The Hollywood Reporter is breaking news this week (currently the print edition only), about the prospects of an individual or other entity acquiring one of the two surviving Cowardly Lion costumes from The Wizard of Oz, proceeds of which would go toward the funding of James Comisar’s “Museum of Television” project in Phoenix, Arizona.
As explained in prior articles (see #1 and #2), James Comisar is working to transition his Comisar Collection (see www.museumoftv.org) into a public museum in downtown Phoenix, a $35 million, 50,000 sq ft project scheduled for completion in 2016.

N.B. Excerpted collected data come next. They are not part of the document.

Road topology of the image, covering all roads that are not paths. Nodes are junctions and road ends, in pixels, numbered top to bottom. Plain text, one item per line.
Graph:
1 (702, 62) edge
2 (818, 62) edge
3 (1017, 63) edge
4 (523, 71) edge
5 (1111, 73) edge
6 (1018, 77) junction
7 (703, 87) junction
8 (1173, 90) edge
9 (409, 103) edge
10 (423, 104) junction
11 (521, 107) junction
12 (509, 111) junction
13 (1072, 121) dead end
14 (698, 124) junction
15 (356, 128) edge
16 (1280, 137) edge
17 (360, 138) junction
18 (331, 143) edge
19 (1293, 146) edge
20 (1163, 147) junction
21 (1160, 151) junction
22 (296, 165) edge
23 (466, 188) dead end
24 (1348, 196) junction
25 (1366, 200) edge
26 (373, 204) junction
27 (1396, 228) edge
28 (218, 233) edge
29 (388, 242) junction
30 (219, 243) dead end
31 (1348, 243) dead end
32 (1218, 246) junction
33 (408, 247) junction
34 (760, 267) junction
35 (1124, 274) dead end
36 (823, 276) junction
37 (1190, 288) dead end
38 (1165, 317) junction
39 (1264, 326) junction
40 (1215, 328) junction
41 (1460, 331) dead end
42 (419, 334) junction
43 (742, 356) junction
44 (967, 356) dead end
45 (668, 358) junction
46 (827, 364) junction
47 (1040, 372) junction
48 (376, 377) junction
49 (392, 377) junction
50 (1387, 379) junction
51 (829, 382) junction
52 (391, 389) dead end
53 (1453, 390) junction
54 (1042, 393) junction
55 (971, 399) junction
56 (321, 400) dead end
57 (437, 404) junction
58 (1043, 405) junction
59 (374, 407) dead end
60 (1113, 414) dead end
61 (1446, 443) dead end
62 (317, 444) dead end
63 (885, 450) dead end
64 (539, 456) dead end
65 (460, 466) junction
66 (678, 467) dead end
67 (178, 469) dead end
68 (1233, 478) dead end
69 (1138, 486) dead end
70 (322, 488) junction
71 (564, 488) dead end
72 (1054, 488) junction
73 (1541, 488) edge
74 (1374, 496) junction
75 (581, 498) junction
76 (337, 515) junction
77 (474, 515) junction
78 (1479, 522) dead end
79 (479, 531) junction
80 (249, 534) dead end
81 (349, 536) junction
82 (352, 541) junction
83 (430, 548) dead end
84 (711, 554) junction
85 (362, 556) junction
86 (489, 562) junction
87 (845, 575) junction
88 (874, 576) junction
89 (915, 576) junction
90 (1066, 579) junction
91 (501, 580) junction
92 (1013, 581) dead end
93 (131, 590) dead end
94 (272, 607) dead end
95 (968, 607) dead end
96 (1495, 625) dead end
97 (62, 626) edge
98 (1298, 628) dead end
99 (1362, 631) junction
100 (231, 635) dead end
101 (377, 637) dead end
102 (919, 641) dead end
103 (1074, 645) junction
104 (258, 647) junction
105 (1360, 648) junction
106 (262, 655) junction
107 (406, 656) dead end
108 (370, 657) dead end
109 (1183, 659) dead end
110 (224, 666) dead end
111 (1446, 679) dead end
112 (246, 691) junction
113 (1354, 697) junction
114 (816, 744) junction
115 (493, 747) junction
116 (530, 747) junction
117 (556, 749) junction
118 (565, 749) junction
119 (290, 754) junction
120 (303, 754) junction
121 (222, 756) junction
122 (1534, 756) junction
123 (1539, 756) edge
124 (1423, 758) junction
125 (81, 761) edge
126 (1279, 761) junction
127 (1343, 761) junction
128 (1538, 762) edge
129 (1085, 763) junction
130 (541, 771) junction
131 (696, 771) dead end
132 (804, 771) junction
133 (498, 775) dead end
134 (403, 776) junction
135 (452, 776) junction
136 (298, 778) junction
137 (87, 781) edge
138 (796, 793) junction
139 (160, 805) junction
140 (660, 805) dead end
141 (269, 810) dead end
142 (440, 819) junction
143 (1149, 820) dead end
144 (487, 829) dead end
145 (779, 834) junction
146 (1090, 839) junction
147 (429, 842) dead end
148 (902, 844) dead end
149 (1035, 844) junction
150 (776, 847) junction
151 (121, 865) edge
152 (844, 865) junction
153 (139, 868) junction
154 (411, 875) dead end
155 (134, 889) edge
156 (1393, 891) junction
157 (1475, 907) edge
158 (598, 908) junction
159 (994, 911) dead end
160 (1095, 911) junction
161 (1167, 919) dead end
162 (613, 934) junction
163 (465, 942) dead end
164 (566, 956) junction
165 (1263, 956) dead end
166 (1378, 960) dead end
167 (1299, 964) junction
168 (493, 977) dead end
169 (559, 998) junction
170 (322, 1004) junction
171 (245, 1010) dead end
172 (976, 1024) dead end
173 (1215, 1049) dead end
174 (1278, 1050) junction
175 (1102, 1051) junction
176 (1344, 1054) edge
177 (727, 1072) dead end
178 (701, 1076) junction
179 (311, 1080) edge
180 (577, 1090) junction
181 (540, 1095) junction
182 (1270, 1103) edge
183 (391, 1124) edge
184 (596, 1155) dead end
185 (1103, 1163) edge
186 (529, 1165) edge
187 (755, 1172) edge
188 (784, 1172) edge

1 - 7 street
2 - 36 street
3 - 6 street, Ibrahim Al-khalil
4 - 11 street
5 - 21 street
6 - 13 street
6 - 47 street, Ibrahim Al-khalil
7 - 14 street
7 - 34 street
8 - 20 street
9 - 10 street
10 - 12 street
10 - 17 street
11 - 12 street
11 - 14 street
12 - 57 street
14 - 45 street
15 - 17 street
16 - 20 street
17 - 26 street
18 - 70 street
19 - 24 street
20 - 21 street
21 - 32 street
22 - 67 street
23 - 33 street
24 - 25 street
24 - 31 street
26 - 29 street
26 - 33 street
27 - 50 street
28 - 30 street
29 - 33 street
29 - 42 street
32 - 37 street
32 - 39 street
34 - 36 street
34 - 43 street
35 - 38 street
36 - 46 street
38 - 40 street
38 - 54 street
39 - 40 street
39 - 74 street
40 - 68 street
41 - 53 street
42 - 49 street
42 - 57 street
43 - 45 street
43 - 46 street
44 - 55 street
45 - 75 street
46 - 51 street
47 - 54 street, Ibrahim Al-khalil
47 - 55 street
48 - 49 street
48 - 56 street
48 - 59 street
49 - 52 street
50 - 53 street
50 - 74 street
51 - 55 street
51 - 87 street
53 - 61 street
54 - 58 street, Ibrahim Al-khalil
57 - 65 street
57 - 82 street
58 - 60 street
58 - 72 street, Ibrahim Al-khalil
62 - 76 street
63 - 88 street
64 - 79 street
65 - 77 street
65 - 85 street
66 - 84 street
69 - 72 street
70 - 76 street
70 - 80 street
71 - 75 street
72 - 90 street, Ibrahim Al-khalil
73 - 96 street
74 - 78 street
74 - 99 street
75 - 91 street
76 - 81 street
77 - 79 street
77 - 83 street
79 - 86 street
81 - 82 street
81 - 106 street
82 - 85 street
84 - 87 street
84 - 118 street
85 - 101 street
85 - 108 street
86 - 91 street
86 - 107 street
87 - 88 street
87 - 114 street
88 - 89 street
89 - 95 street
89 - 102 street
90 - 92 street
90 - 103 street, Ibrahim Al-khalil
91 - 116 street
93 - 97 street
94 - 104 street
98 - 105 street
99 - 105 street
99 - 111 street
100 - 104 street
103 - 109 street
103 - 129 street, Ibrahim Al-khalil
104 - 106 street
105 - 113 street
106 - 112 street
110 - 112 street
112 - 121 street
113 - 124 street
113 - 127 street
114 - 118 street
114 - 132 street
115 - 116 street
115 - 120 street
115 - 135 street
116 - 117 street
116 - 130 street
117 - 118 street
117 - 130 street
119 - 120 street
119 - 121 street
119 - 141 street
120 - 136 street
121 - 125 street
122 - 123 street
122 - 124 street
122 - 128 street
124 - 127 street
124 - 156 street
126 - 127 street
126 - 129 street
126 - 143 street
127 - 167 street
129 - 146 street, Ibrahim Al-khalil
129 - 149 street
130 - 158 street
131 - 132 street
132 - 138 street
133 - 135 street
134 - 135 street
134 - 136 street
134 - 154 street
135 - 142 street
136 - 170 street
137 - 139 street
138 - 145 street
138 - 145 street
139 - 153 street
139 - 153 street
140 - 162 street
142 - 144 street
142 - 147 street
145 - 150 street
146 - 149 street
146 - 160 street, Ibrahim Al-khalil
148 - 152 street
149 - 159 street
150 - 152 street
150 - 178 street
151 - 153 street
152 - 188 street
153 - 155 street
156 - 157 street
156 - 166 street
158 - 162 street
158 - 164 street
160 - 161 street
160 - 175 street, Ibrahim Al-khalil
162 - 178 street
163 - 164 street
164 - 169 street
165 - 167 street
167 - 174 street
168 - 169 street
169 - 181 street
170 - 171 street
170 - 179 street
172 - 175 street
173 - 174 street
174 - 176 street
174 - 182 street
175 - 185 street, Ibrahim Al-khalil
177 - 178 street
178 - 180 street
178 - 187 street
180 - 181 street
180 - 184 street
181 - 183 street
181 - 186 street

Per the Hollwood Reporter article by Andy Lewis:
Memorabilia collector James Comisar is searching for an industry benefactor to help save one of Bert Lahr’s original costumes from 1939’s The Wizard of Oz. Comisar is selling the furry outfit — acquired in 1991 from a salvage dealer who found it covered in dirt and mouse droppings in an abandoned MGM building — to fund a TV history museum in Phoenix.

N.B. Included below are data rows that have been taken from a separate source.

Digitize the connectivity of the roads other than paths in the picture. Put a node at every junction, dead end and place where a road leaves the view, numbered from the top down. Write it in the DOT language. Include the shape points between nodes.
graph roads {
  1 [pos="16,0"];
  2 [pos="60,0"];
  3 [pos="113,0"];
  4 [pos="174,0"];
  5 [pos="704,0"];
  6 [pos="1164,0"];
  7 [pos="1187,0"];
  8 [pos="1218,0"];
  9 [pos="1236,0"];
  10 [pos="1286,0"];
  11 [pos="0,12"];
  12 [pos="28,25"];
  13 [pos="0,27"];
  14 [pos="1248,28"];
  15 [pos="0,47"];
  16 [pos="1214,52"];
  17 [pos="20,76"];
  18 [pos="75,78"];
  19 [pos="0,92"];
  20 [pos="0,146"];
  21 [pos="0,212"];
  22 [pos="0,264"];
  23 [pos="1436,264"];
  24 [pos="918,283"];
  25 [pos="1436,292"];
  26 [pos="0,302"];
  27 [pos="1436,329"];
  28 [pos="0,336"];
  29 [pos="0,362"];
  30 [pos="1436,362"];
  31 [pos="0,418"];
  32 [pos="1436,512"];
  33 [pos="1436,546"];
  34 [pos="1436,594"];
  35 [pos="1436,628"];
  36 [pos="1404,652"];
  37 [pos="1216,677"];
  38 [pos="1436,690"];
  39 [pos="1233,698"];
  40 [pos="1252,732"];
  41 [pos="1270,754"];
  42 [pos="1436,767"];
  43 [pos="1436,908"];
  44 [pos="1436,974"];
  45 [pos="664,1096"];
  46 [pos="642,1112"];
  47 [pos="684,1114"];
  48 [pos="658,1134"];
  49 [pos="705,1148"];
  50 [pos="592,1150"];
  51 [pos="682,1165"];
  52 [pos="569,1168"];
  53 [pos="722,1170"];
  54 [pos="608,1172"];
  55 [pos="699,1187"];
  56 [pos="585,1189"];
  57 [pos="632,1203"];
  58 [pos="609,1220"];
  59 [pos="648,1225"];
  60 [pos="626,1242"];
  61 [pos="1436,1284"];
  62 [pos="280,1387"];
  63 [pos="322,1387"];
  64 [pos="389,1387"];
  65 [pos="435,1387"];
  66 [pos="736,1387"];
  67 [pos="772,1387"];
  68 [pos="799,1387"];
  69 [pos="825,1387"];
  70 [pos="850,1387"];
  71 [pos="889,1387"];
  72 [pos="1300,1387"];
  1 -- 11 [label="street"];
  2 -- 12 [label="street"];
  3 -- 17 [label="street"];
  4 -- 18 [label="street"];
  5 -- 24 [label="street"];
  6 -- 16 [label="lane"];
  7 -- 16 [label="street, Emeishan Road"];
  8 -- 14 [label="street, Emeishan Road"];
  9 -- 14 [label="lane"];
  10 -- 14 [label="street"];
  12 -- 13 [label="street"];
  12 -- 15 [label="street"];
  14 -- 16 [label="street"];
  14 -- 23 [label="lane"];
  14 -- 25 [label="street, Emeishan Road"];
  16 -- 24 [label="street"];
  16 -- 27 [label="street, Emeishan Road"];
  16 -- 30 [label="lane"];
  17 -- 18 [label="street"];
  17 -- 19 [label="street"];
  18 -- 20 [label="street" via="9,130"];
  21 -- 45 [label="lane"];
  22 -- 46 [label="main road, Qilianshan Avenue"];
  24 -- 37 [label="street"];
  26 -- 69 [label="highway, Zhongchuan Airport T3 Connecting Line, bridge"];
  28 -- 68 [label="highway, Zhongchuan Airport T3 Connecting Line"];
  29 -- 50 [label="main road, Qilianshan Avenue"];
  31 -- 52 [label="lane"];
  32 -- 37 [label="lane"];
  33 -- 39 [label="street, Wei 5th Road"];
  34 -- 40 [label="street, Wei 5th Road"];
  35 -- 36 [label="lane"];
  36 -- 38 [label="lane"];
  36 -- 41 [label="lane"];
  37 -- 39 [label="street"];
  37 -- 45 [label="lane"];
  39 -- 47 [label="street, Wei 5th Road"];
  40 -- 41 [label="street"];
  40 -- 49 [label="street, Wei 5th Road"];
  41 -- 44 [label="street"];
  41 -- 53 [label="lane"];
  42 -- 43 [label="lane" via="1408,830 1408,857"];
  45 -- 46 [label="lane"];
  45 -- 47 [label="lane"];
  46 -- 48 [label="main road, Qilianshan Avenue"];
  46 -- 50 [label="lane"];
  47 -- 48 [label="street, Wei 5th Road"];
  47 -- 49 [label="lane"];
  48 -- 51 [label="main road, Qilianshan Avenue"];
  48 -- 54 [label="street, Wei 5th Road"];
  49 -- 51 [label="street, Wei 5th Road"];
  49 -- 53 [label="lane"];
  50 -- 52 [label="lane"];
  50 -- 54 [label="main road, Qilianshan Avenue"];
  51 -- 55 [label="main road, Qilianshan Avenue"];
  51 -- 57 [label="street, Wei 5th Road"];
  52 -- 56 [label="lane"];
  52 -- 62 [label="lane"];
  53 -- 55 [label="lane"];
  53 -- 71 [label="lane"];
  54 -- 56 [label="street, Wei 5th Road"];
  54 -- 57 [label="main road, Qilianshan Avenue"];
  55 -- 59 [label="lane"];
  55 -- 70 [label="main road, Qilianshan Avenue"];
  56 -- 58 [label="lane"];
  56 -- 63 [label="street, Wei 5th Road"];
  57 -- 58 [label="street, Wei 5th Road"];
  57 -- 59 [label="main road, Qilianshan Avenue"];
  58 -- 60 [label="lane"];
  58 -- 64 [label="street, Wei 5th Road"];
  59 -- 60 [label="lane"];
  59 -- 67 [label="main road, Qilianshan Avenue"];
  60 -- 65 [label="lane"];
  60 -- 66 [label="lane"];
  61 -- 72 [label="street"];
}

Experts consider it the more historically important of the two surviving Lion costumes because Lahr wore it in the film’s most memorable scenes. Considering the eye-popping prices paid recently for significant memorabilia — TV’s original Batmobile sold for $4.6 million in January, and a dress Audrey Hepburn wore in My Fair Lady went for $4.55 million in June 2011 — the Lion likely is worth several million dollars. Plus, while several pairs of ruby slippers and Dorothy’s blue dress still exist, none of the Tin Man costumes has survived, and there’s only one ragged Scarecrow costume (it’s in the Smithsonian). Comisar’s concern isn’t getting the highest price: He wants the Cowardly Lion to end up alongside a pair of ruby slippers in the planned Academy Museum of Motion Pictures in Los Angeles, and he’s even offering to sell it for a discount. But the Academy, which has raised about $100 million of a projected $250 million budget for the museum, isn’t ready to shell out for acquisitions. So he’s hoping an angel will step up, as when Leonardo DiCaprio, Steven Spielberg and Terry Semel helped buy the slippers and donated them to the Academy. A few foreign buyers have made offers, but Comisar is holding out hope the Lion will be reunited with the slippers for “the magical Hollywood ending it deserves.”
It will be interesting to see if principals in the entertainment industry are willing to step forward to acquire this important motion picture artifact for public display at the upcoming Academy Motion Picture Museum under development by The Academy of Motion Picture Arts and Sciences, with the side benefit of also helping to fund the Museum of Television under independent yet concurrent development. Another benefit that such a private purchase – outside of control by auction houses – would eliminate the need to pay 40% +/- in commissions.